Thank you for your reply. it does give me some comfort to know you had recovered from the same thing.

I am still awaiting the results of the PET Scan.

-Jurav

darcher's picture
darcher
Posts: 304
Joined: Jun 2017

  As cliche as that sounds it's what can get you through those sinking moments of desperation.  You'll have to force it by focusing on things you like, enjoy, or dream about for the future. Do that for a minute or so when the pressure first comes on and it will make it vanish as long as you stay focused on the positive. In my experience it can be salvation when everything else is driving you down. 

Jurav
Posts: 13
Joined: Nov 2020

Sorry for the late update, but the results of the PET Scan were good... No Evidence of the Disease from my eyes to my kneees.

I've started Chemo, which will be twelve treatments over the next six months.

The cold sensitivity is a struggle, but I can deal with that. and the fatigue is odd.
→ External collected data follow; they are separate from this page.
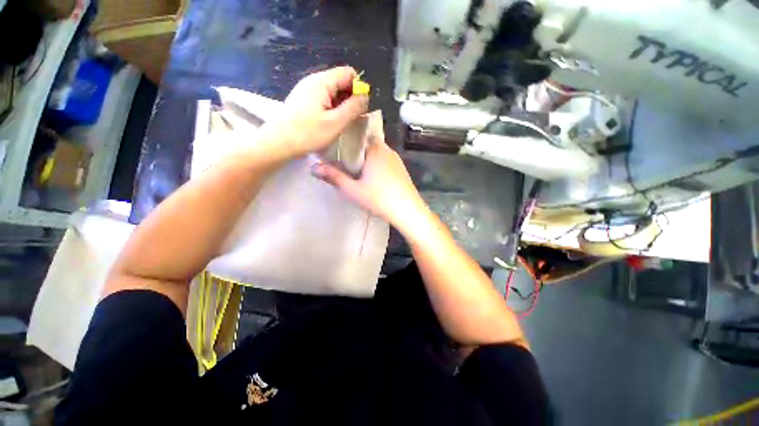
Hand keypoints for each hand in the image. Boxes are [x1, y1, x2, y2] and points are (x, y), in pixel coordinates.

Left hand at [263, 66, 368, 157]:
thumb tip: (365, 96)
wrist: (279, 143)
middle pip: (340, 81)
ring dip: (341, 105)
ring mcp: (306, 90)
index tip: (359, 108)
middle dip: (350, 98)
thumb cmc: (308, 134)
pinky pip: (323, 98)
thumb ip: (353, 108)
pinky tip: (329, 122)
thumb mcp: (336, 122)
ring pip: (332, 91)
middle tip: (351, 119)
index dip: (358, 88)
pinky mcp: (303, 100)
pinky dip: (331, 108)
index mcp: (322, 81)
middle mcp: (313, 80)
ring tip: (340, 123)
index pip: (348, 73)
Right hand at [311, 137, 429, 234]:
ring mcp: (396, 159)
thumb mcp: (353, 190)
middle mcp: (387, 149)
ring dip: (366, 157)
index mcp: (374, 149)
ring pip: (377, 152)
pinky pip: (385, 160)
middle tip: (343, 160)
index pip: (357, 134)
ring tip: (355, 168)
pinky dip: (376, 163)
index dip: (345, 139)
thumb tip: (313, 167)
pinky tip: (372, 176)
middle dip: (355, 149)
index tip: (336, 146)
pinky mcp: (401, 168)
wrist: (408, 211)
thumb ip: (334, 177)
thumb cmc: (379, 198)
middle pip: (367, 143)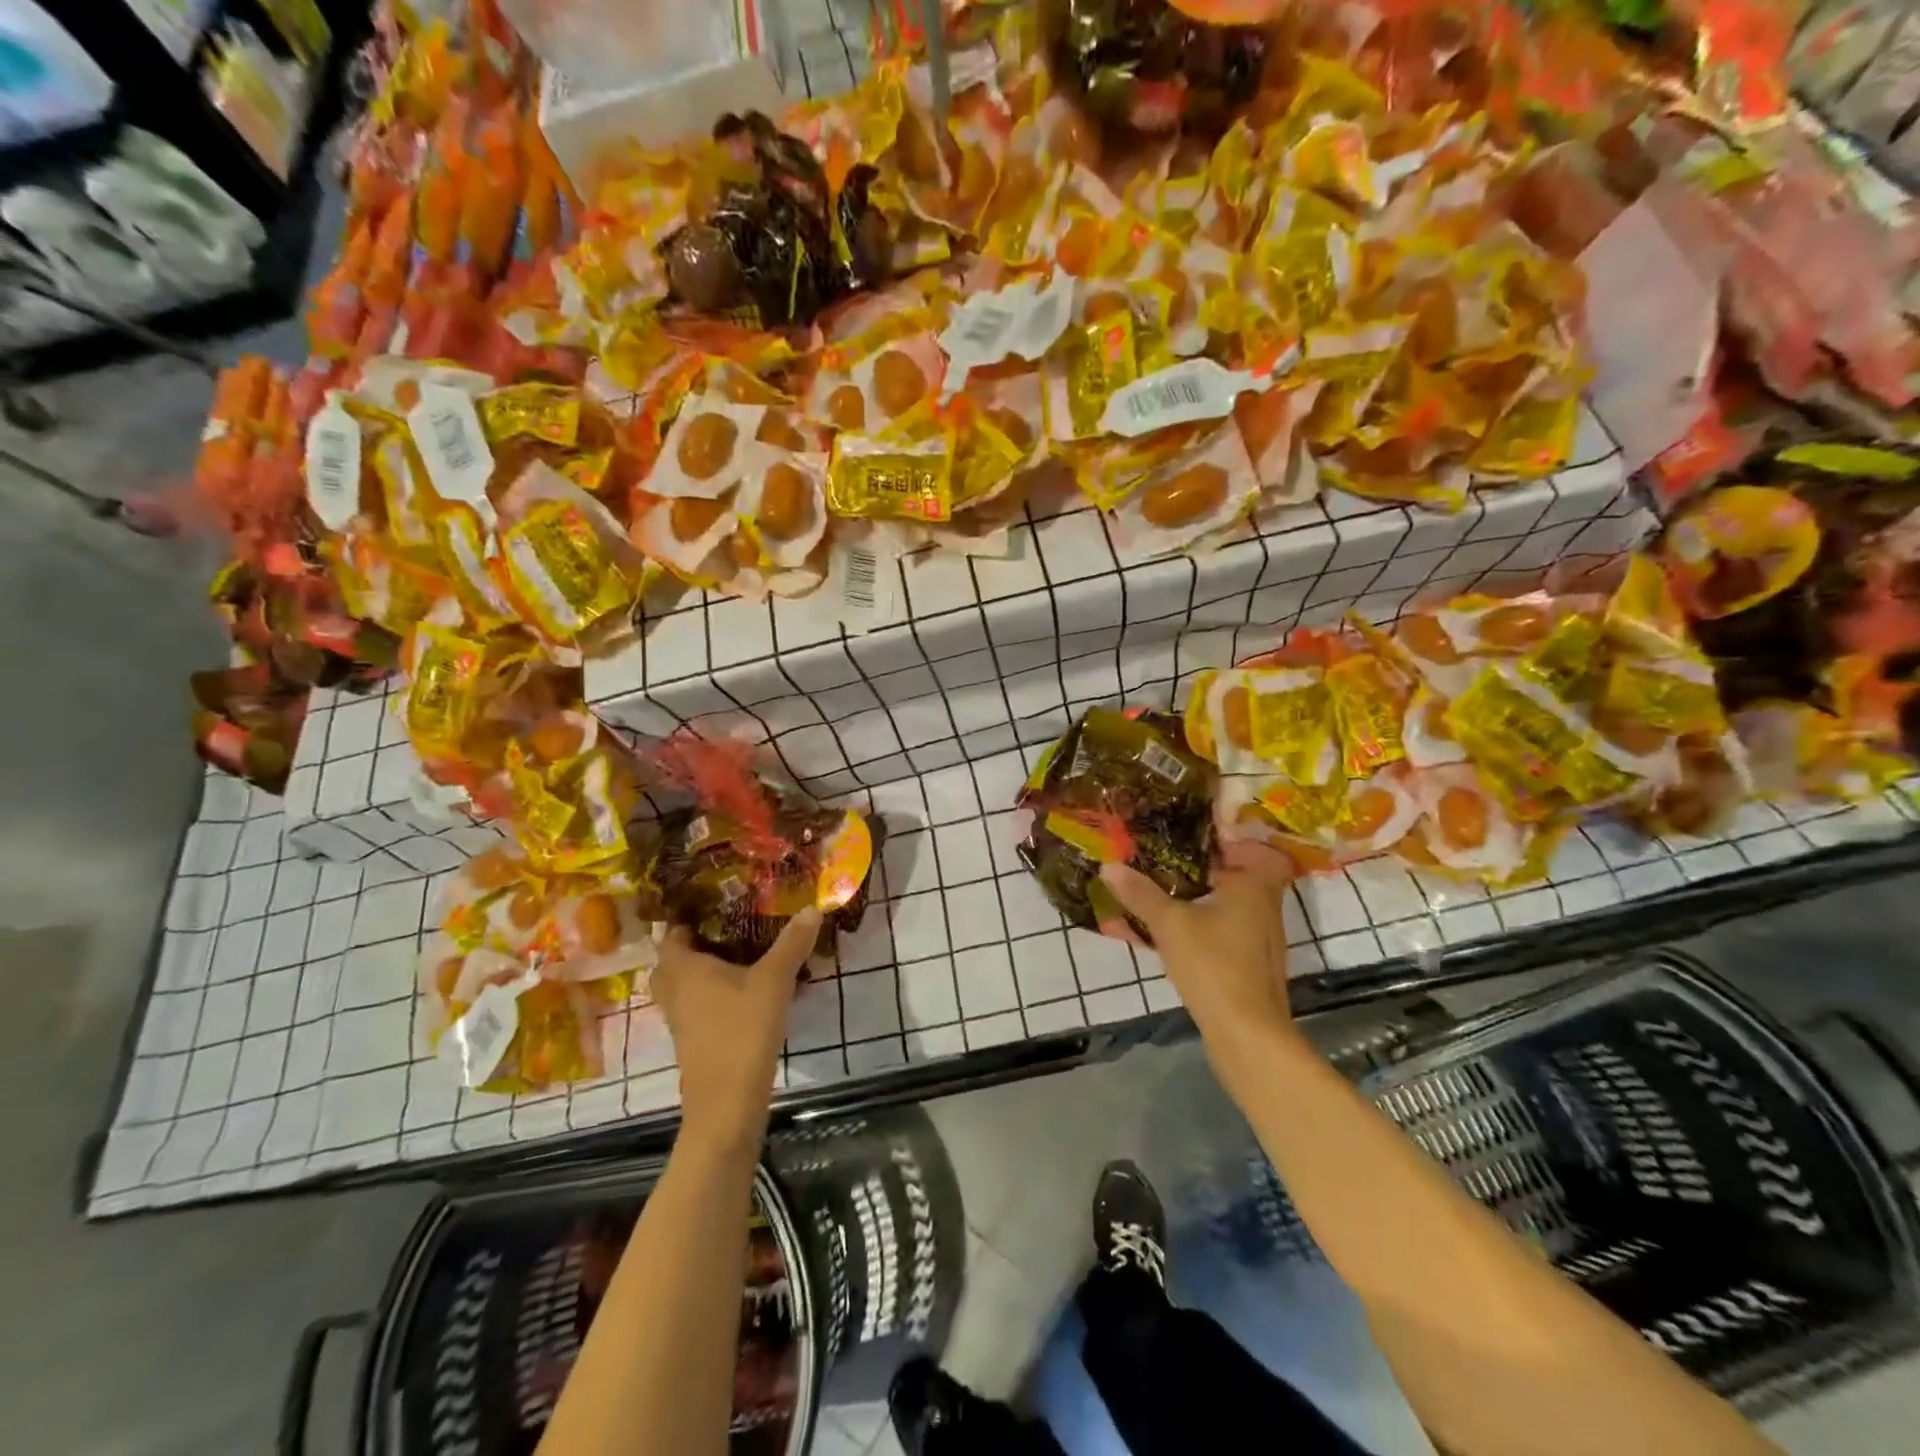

I am fine, pretty much all day, but then at 7 or 8 pm I am ready to sleep. I doze off on the couch and sleep for 9 to 10 hours. Deffinitely not what my normal sleep schedule is (usully 5-7 hours at most).

I am hopeful for a clean scan again after six months.

SandiaBuddy's picture
SandiaBuddy
Posts: 1189
Joined: Apr 2017

Congratulations.  It sounds like you have had good results and aside from the chemo, should have peace for a while.  Bluntly, chemo sucks.  You might want to read about the side effects and advice from prior posts on the forum, or say what you are on and ask for advice.  Good luck with the challenges ahead and good health to you.

Trubrit's picture
Trubrit
Posts: 5511
Joined: Jan 2013

Good luck as you go through Chemo.  Don't be shocked if side effects worsen, as the chemo accumulates in the body.  

What chemo regime are you on? 

Tru

Jurav
Posts: 13
Joined: Nov 2020

They are giving me Folfox 

I get my treatment in the beginning of the week. I leave the treatment with a pump for two days, then I return to have the pump removed.

Trubrit's picture
Trubrit
Posts: 5511
Joined: Jan 2013

Many of us have been on that route. 

I wish you the best, with the minimal of side effects.